Lessons to Be Learned from the 2008 Salmonella Saintpaul Outbreak

Nov 17, 2008

The U.S. Food and Drug Administration (FDA) and Centers for Disease Control and Prevention (CDC) declared the Salmonella Saintpaul outbreak of 2008 officially over on August 28, 2008, some three months after it began.  During that time, more than 1,400 persons were reported infected, and if, as suggested by research, this represents an underreporting, the outbreak may have sickened thousands of Americans.  Although CDC and FDA initially pointed in early June to tomatoes as the cause of the outbreak based on epidemiological data, no contaminated tomato was ever found.  In July, CDC and FDA identified jalapeno and serrano peppers as being responsible for illnesses, and the only microbiological evidence of food contaminated by Salmonella Saintpaul was, in fact, found in jalapeno and serrano peppers. However, as a result of the initial identification of tomatoes as the vector for the disease, the tomato industry, a significant sector of this country's agriculture economy, was another major casualty.  Estimates of the economic cost to that industry in Florida alone have been more than $100 million and in Georgia close to $14 million.  A less tangible, but still very real, impact of the outbreak may well be its long-term effect on consumer confidence in fresh produce in general and fresh tomatoes in particular.

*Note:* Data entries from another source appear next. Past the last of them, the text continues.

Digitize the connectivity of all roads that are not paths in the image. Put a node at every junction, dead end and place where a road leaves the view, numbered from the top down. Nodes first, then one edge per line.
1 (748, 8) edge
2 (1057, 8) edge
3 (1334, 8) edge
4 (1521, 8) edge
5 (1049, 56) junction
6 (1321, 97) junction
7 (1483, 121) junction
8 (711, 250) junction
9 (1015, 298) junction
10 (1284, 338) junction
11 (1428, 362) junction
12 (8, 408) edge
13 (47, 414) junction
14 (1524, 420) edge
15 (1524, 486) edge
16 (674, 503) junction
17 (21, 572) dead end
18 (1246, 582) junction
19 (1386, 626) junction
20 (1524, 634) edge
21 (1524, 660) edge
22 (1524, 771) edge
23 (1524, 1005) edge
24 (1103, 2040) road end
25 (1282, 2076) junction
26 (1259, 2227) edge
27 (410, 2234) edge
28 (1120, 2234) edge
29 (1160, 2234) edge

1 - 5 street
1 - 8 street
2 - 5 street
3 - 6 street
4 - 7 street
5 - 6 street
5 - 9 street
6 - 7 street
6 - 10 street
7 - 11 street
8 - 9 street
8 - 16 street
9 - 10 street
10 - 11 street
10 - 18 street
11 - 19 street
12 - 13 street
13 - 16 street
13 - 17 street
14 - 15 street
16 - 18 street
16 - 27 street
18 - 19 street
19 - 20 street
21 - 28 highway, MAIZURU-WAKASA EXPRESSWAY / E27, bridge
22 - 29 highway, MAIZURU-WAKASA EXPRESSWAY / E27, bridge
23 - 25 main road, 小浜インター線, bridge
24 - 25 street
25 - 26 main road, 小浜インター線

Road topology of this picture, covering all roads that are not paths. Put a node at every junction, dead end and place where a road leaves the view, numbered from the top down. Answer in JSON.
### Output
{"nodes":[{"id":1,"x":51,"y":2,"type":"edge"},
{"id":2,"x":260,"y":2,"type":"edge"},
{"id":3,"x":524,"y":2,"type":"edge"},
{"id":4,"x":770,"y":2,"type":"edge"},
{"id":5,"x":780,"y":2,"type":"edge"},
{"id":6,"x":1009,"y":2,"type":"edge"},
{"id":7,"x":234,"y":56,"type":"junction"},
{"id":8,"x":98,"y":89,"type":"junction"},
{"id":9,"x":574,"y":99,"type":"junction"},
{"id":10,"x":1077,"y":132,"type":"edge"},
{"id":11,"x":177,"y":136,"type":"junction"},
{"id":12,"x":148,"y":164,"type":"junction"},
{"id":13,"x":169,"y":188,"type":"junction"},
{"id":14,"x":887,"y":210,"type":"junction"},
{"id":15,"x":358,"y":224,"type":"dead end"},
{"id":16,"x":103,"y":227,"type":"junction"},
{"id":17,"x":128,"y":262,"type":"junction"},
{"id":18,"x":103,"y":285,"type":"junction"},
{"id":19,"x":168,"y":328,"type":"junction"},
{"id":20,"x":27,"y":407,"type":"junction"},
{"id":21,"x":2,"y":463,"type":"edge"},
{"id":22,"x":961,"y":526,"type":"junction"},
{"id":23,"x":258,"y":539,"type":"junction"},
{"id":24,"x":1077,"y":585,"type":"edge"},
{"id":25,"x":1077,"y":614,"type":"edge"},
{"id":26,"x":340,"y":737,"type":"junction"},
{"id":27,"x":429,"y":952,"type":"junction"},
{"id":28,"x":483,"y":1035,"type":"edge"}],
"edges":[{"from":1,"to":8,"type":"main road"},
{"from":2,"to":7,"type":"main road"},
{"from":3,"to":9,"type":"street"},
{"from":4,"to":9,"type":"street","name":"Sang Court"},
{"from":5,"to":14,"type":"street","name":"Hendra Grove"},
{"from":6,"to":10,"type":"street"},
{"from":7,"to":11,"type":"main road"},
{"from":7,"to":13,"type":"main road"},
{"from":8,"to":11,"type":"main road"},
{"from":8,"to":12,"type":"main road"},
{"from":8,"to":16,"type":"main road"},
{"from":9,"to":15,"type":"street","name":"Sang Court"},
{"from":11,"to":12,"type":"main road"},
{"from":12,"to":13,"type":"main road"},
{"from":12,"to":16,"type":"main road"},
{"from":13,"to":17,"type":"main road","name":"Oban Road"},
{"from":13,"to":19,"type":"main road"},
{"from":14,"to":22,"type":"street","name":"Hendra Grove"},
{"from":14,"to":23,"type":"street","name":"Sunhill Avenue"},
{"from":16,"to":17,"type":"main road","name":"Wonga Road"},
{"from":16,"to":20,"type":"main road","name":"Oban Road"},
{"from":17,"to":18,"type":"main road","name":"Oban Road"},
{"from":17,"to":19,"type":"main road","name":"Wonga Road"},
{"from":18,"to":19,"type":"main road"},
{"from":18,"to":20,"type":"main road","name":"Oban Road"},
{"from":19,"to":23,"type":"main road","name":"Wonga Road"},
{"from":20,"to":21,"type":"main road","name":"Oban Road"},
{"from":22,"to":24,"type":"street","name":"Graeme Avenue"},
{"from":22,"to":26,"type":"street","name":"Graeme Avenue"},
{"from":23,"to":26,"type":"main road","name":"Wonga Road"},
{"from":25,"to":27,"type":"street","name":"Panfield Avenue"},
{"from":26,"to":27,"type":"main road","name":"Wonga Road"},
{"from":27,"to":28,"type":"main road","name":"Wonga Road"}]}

Given the human, economic and public-health costs of this recent food borne-illness outbreak, therefore, it is critical to learn from it.  In fact, members of Congress and representatives from the produce industry have called for post-mortem investigations of the outbreak, and senior FDA officials have promised a thorough and transparent accounting of the public-health system's response. This report represents the first extensive and in-depth review of the public record of the Salmonella Saintpaul outbreak.  In conducting this review, the Produce Safety Project (PSP), an initiative of The Pew Charitable Trusts at Georgetown University, has attempted to frame questions that will be critical for any post-mortem analysis to consider and to identify issues that should be addressed.  In doing so, three areas of concern have surfaced:  policy, the public-health system's organization and outbreak response, and its communications with the media and the public.